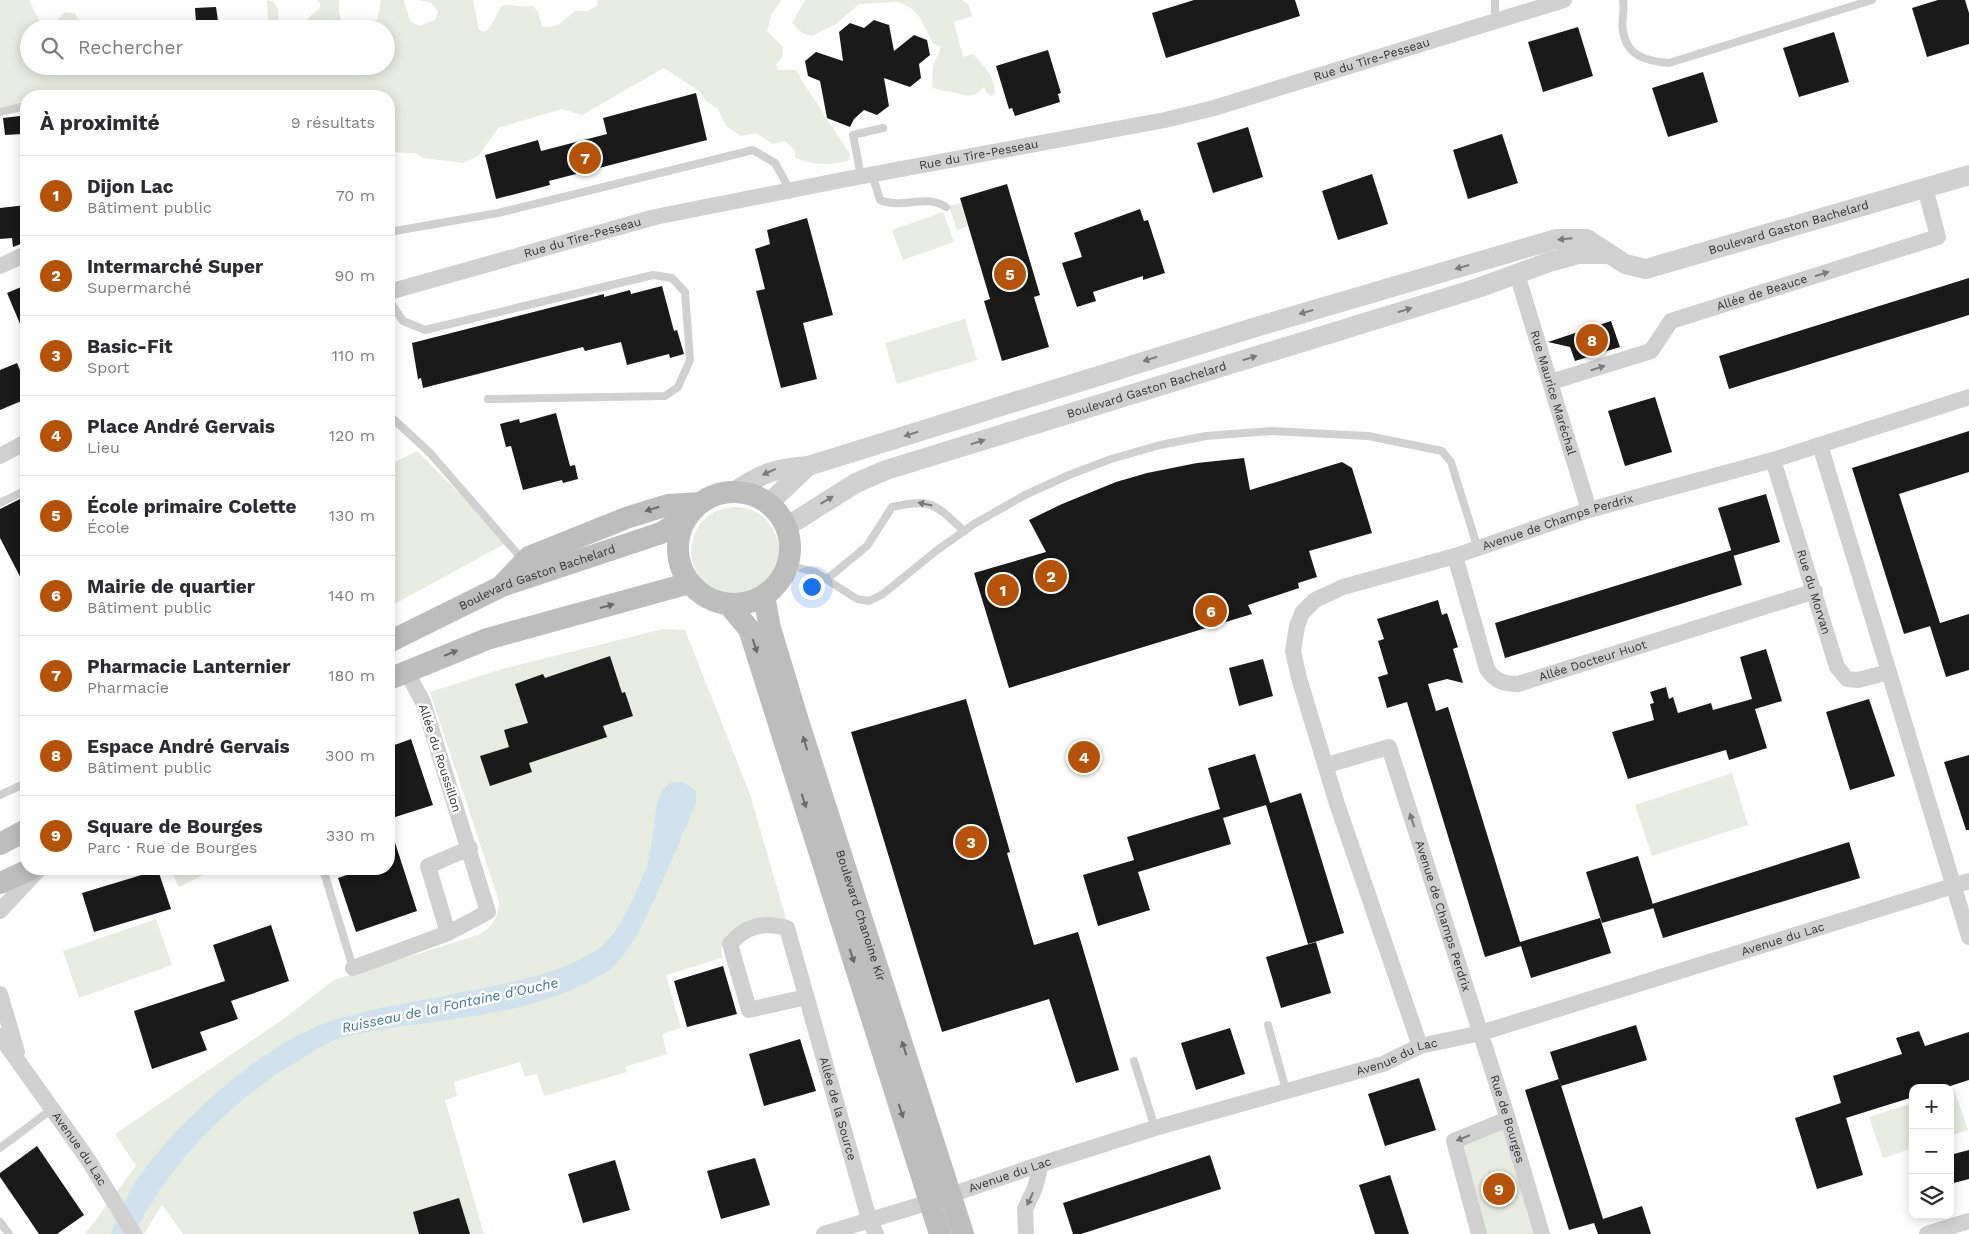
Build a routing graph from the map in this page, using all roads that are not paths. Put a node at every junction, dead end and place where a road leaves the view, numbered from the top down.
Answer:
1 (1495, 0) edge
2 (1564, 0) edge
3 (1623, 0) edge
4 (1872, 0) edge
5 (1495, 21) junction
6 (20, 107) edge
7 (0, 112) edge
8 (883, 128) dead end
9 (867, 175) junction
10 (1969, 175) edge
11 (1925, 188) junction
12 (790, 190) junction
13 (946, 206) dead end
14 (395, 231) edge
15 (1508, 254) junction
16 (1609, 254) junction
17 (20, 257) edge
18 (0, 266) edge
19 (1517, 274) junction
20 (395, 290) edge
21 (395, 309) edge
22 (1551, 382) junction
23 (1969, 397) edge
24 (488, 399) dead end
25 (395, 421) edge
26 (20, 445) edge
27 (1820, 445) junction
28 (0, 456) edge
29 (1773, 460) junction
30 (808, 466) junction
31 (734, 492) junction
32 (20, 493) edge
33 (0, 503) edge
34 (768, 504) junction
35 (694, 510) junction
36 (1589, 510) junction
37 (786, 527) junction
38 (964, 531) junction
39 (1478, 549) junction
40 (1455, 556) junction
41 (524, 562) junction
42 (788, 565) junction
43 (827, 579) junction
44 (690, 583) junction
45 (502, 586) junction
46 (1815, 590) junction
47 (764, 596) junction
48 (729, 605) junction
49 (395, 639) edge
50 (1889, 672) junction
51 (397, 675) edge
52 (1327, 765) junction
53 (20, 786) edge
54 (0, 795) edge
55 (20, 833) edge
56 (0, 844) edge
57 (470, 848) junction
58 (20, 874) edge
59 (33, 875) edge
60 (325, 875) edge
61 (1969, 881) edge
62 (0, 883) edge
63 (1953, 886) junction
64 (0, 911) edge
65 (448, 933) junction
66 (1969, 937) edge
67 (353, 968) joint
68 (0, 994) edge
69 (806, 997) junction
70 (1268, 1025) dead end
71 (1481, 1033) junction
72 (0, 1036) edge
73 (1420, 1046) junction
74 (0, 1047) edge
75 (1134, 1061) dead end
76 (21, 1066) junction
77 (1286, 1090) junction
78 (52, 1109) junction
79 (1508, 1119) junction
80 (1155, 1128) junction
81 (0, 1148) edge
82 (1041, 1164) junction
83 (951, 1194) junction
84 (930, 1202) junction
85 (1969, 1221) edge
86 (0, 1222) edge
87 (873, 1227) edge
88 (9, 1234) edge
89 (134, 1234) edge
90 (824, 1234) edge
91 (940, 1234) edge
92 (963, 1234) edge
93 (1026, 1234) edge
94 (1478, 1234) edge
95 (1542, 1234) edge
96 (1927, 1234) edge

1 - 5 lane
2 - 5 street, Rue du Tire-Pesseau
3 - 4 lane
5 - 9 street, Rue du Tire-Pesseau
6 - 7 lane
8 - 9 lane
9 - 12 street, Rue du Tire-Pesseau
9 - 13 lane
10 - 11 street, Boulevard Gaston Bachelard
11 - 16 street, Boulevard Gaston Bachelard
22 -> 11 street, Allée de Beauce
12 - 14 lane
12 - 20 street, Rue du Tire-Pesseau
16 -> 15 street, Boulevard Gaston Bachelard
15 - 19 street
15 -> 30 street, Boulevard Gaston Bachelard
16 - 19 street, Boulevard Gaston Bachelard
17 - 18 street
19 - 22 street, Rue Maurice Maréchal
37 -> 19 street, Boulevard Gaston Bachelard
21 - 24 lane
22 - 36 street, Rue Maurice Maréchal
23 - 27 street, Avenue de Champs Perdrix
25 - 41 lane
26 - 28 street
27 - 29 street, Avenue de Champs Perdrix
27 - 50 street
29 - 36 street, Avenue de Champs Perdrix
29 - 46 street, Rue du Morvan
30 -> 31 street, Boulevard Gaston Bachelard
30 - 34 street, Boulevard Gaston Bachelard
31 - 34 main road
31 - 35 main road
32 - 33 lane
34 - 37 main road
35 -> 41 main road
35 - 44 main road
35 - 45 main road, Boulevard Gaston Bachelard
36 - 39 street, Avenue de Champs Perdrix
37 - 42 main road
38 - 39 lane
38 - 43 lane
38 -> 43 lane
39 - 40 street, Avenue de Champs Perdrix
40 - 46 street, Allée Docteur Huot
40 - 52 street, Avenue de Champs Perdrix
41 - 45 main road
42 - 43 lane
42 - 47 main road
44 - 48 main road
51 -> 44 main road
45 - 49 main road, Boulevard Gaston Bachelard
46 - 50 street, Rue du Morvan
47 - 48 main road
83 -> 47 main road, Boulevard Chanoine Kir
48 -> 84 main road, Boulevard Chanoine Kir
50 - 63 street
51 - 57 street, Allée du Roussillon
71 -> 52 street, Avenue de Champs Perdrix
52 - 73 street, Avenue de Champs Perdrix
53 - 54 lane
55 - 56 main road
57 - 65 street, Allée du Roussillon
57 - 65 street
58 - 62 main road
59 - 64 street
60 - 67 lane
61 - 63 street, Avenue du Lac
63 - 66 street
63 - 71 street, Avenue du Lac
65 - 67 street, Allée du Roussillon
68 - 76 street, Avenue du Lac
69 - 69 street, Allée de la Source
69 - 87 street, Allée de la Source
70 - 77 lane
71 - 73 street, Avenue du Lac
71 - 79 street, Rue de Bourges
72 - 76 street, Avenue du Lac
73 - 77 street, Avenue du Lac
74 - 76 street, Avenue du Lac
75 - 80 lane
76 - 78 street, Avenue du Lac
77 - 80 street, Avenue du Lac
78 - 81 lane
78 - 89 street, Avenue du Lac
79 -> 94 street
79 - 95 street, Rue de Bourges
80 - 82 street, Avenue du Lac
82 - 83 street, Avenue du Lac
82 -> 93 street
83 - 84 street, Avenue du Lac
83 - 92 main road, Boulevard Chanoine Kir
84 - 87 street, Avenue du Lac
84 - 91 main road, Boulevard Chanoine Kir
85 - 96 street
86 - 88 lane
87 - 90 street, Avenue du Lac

Work instructions: Repeat the data exactly as given. Keep every picture out of the copy.

Exercise output:
Build a routing graph from the map in this page, using all roads that are not paths. Put a node at every junction, dead end and place where a road leaves the view, numbered from the top down.
Answer:
1 (1495, 0) edge
2 (1564, 0) edge
3 (1623, 0) edge
4 (1872, 0) edge
5 (1495, 21) junction
6 (20, 107) edge
7 (0, 112) edge
8 (883, 128) dead end
9 (867, 175) junction
10 (1969, 175) edge
11 (1925, 188) junction
12 (790, 190) junction
13 (946, 206) dead end
14 (395, 231) edge
15 (1508, 254) junction
16 (1609, 254) junction
17 (20, 257) edge
18 (0, 266) edge
19 (1517, 274) junction
20 (395, 290) edge
21 (395, 309) edge
22 (1551, 382) junction
23 (1969, 397) edge
24 (488, 399) dead end
25 (395, 421) edge
26 (20, 445) edge
27 (1820, 445) junction
28 (0, 456) edge
29 (1773, 460) junction
30 (808, 466) junction
31 (734, 492) junction
32 (20, 493) edge
33 (0, 503) edge
34 (768, 504) junction
35 (694, 510) junction
36 (1589, 510) junction
37 (786, 527) junction
38 (964, 531) junction
39 (1478, 549) junction
40 (1455, 556) junction
41 (524, 562) junction
42 (788, 565) junction
43 (827, 579) junction
44 (690, 583) junction
45 (502, 586) junction
46 (1815, 590) junction
47 (764, 596) junction
48 (729, 605) junction
49 (395, 639) edge
50 (1889, 672) junction
51 (397, 675) edge
52 (1327, 765) junction
53 (20, 786) edge
54 (0, 795) edge
55 (20, 833) edge
56 (0, 844) edge
57 (470, 848) junction
58 (20, 874) edge
59 (33, 875) edge
60 (325, 875) edge
61 (1969, 881) edge
62 (0, 883) edge
63 (1953, 886) junction
64 (0, 911) edge
65 (448, 933) junction
66 (1969, 937) edge
67 (353, 968) joint
68 (0, 994) edge
69 (806, 997) junction
70 (1268, 1025) dead end
71 (1481, 1033) junction
72 (0, 1036) edge
73 (1420, 1046) junction
74 (0, 1047) edge
75 (1134, 1061) dead end
76 (21, 1066) junction
77 (1286, 1090) junction
78 (52, 1109) junction
79 (1508, 1119) junction
80 (1155, 1128) junction
81 (0, 1148) edge
82 (1041, 1164) junction
83 (951, 1194) junction
84 (930, 1202) junction
85 (1969, 1221) edge
86 (0, 1222) edge
87 (873, 1227) edge
88 (9, 1234) edge
89 (134, 1234) edge
90 (824, 1234) edge
91 (940, 1234) edge
92 (963, 1234) edge
93 (1026, 1234) edge
94 (1478, 1234) edge
95 (1542, 1234) edge
96 (1927, 1234) edge

1 - 5 lane
2 - 5 street, Rue du Tire-Pesseau
3 - 4 lane
5 - 9 street, Rue du Tire-Pesseau
6 - 7 lane
8 - 9 lane
9 - 12 street, Rue du Tire-Pesseau
9 - 13 lane
10 - 11 street, Boulevard Gaston Bachelard
11 - 16 street, Boulevard Gaston Bachelard
22 -> 11 street, Allée de Beauce
12 - 14 lane
12 - 20 street, Rue du Tire-Pesseau
16 -> 15 street, Boulevard Gaston Bachelard
15 - 19 street
15 -> 30 street, Boulevard Gaston Bachelard
16 - 19 street, Boulevard Gaston Bachelard
17 - 18 street
19 - 22 street, Rue Maurice Maréchal
37 -> 19 street, Boulevard Gaston Bachelard
21 - 24 lane
22 - 36 street, Rue Maurice Maréchal
23 - 27 street, Avenue de Champs Perdrix
25 - 41 lane
26 - 28 street
27 - 29 street, Avenue de Champs Perdrix
27 - 50 street
29 - 36 street, Avenue de Champs Perdrix
29 - 46 street, Rue du Morvan
30 -> 31 street, Boulevard Gaston Bachelard
30 - 34 street, Boulevard Gaston Bachelard
31 - 34 main road
31 - 35 main road
32 - 33 lane
34 - 37 main road
35 -> 41 main road
35 - 44 main road
35 - 45 main road, Boulevard Gaston Bachelard
36 - 39 street, Avenue de Champs Perdrix
37 - 42 main road
38 - 39 lane
38 - 43 lane
38 -> 43 lane
39 - 40 street, Avenue de Champs Perdrix
40 - 46 street, Allée Docteur Huot
40 - 52 street, Avenue de Champs Perdrix
41 - 45 main road
42 - 43 lane
42 - 47 main road
44 - 48 main road
51 -> 44 main road
45 - 49 main road, Boulevard Gaston Bachelard
46 - 50 street, Rue du Morvan
47 - 48 main road
83 -> 47 main road, Boulevard Chanoine Kir
48 -> 84 main road, Boulevard Chanoine Kir
50 - 63 street
51 - 57 street, Allée du Roussillon
71 -> 52 street, Avenue de Champs Perdrix
52 - 73 street, Avenue de Champs Perdrix
53 - 54 lane
55 - 56 main road
57 - 65 street, Allée du Roussillon
57 - 65 street
58 - 62 main road
59 - 64 street
60 - 67 lane
61 - 63 street, Avenue du Lac
63 - 66 street
63 - 71 street, Avenue du Lac
65 - 67 street, Allée du Roussillon
68 - 76 street, Avenue du Lac
69 - 69 street, Allée de la Source
69 - 87 street, Allée de la Source
70 - 77 lane
71 - 73 street, Avenue du Lac
71 - 79 street, Rue de Bourges
72 - 76 street, Avenue du Lac
73 - 77 street, Avenue du Lac
74 - 76 street, Avenue du Lac
75 - 80 lane
76 - 78 street, Avenue du Lac
77 - 80 street, Avenue du Lac
78 - 81 lane
78 - 89 street, Avenue du Lac
79 -> 94 street
79 - 95 street, Rue de Bourges
80 - 82 street, Avenue du Lac
82 - 83 street, Avenue du Lac
82 -> 93 street
83 - 84 street, Avenue du Lac
83 - 92 main road, Boulevard Chanoine Kir
84 - 87 street, Avenue du Lac
84 - 91 main road, Boulevard Chanoine Kir
85 - 96 street
86 - 88 lane
87 - 90 street, Avenue du Lac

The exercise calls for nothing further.